Unless you're Mark Richt.
Well, he surely dotes over everything before a road trip, but in the back of his head he has to feel like everything will end up alright. Loud opposing fans? Eh. Players getting rattled? No worries. Playing away from home? No problem.
Or maybe it's that 30-4 record away from Sanford Stadium.
That's not just a dominant mark on the road, it's straight up oppressive. Any team that plays that well on the road is a force to be reckoned with. And that's a stat Oklahoma State will face this Saturday at 2:30 p.m., as Richt and his Dawgs run out onto the turf at Boone Pickens Stadium.
So what does Richt believe is the secret to his squad's success?
"I think a lot of that has to do with quarterback play," Richt said. "Quarterback is the one position that has to handle the pressure of that stadium. The crowd noise, the accentuation of 'If something goes bad it seems worse than it is' type of thing. He's the one that's got to communicate everything to the team and also keep his poise if things get a little rocky."
That mindset will be put to the test this weekend. After losing Matthew Stafford to the NFL, Richt comes to Stillwater with a new quarterback leading the Dawgs - senior Joe Cox, who has seen sporadic playing time over the past few years.

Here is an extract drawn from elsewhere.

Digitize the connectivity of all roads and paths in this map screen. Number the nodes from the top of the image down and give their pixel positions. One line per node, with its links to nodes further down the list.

"Of course Joe has seen that, he's with us (on the road) about ever since he's been here," Richt said. "So hopefully that will help him. But this is his first crack at it."
Cox enters his year as UGA's man in a high-stakes non-conference matchup. Both teams are highly ranked and the game is set for an ABC broadcast. Big 12 vs. SEC. Big pressure to kick off the season.

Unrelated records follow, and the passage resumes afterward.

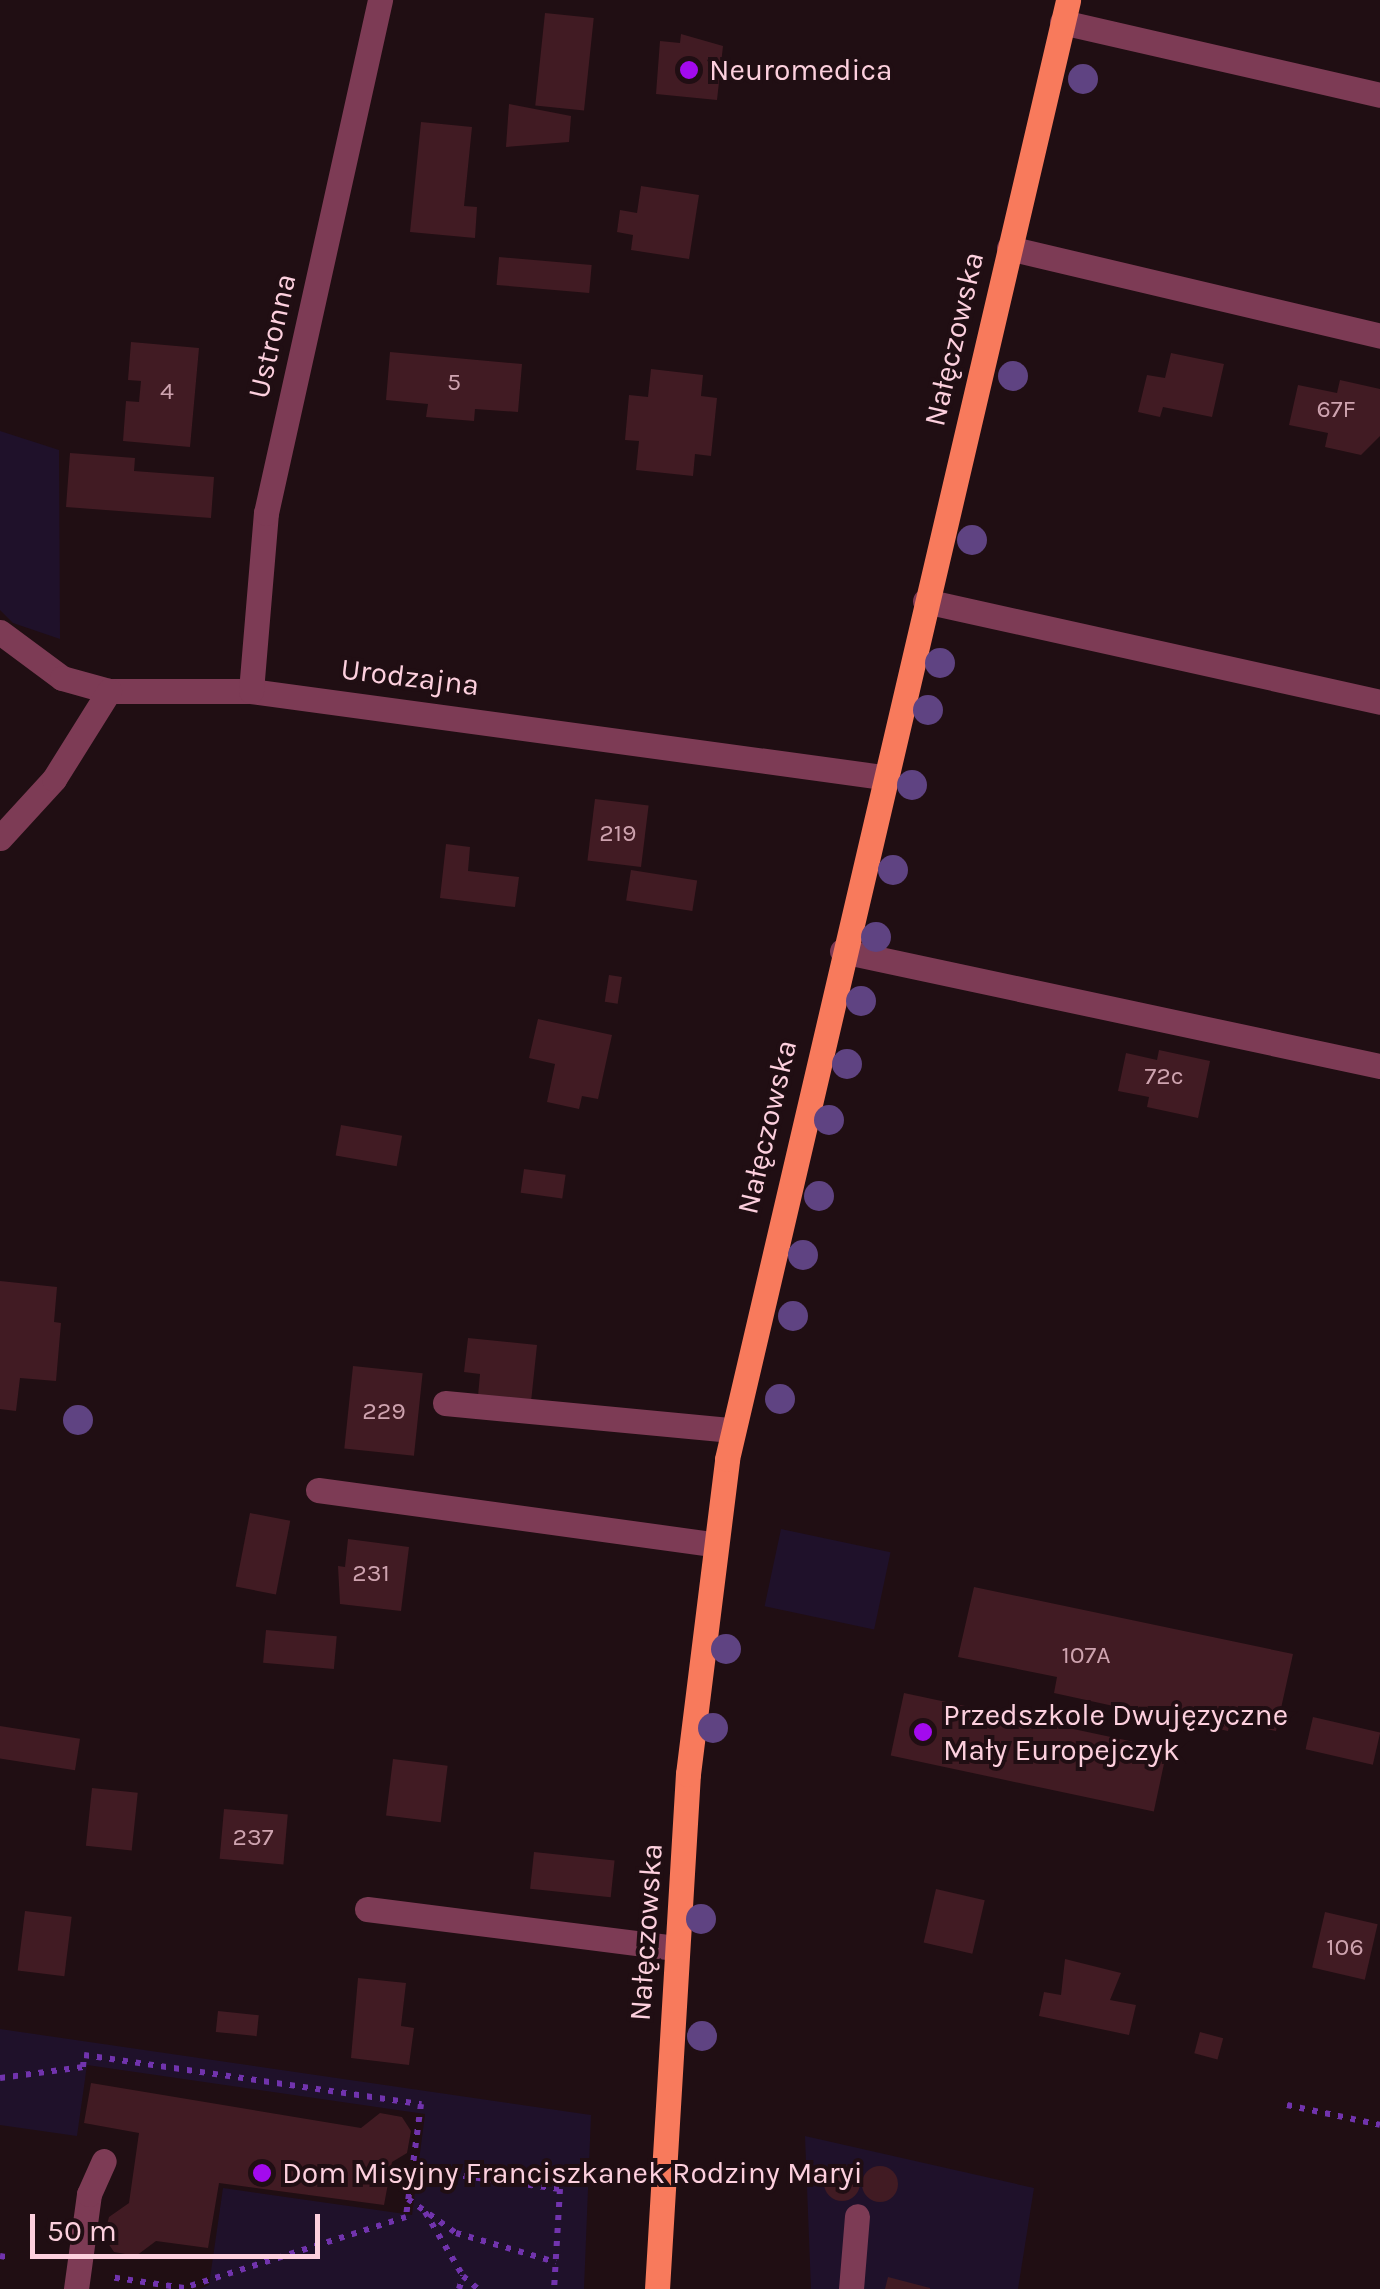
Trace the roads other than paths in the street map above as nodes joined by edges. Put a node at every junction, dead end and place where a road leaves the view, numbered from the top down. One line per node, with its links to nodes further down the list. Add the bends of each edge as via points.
1 (380, 0): 8 (street, Ustronna, via 266,513)
2 (1065, 11): 3 (street); 4 (main road, Nałęczowska)
3 (1380, 95)
4 (1009, 248): 5 (street); 6 (main road, Nałęczowska)
5 (1380, 336)
6 (925, 601): 10 (street); 11 (main road, Nałęczowska)
7 (0, 632): 9 (street, Urodzajna, via 62,678)
8 (251, 690): 9 (street, Urodzajna); 11 (street, Urodzajna)
9 (109, 691): 12 (street, via 54,779)
10 (1380, 702)
11 (883, 777): 13 (main road, Nałęczowska)
12 (0, 838)
13 (842, 951): 14 (street); 16 (main road, Nałęczowska)
14 (1380, 1066)
15 (445, 1403): 16 (street)
16 (732, 1430): 18 (main road, Nałęczowska)
17 (318, 1490): 18 (street)
18 (714, 1544): 20 (main road, Nałęczowska)
19 (367, 1910): 20 (street)
20 (676, 1948): 24 (main road, Nałęczowska)
21 (104, 2162): 23 (street, via 89,2194)
22 (856, 2216): 25 (street)
23 (84, 2282)
24 (658, 2289)
25 (851, 2289)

Even with all that, Cox says the quiet confidence of the ninth-year leader of the Dawgs.
"He (Richt) approaches a road game the same way he would any other game," Cox said. "When we go on long trips, he tries to make it as 'business' as possible. We don't have a lot of time where we're sitting around. We don't go anywhere once we get to where we're going to be playing. All we do is talk about what's at hand, what our business is in that town and take care of it.
"His demeanor, in terms of being a calm guy, definitely helps out too. There's never been a game where we've sensed that he was tight about it. I think that definitely helps spread an ease about the team."
Hey, the guy has an overall record of 82-22 at UGA - why would he ever feel tight about a ballgame?
Another interesting note on this game for the Bulldogs is their historical provincialism. It's not often that the Bulldogs leave the South for a game, though that has started to change. Last year, the Dawgs traveled to Arizona State and they'll spend this weekend in Orange Country. So what prompted the sudden shift from scheduling tradition?
"When the 12th game was added to everybody's schedule, we - as an administration and myself - decided we would a BCS opponent outside the southeast region," Richt said. "Georgia really hasn't played much outside the southeast region. Really, for the entire time Georgia's been playing football, it's been very rare. So we felt like we would play a BCS opponent outside of our area to give our fans an opportunity to see some places they hadn't seen and to also involve a national awareness about our team and let people on the other side of the Mississippi see us."
And OSU fans will see the Bulldogs in person on Saturday. And the Dawgs will experience the rough roads of Oklahoma - not that that should scare them, given the numbers above.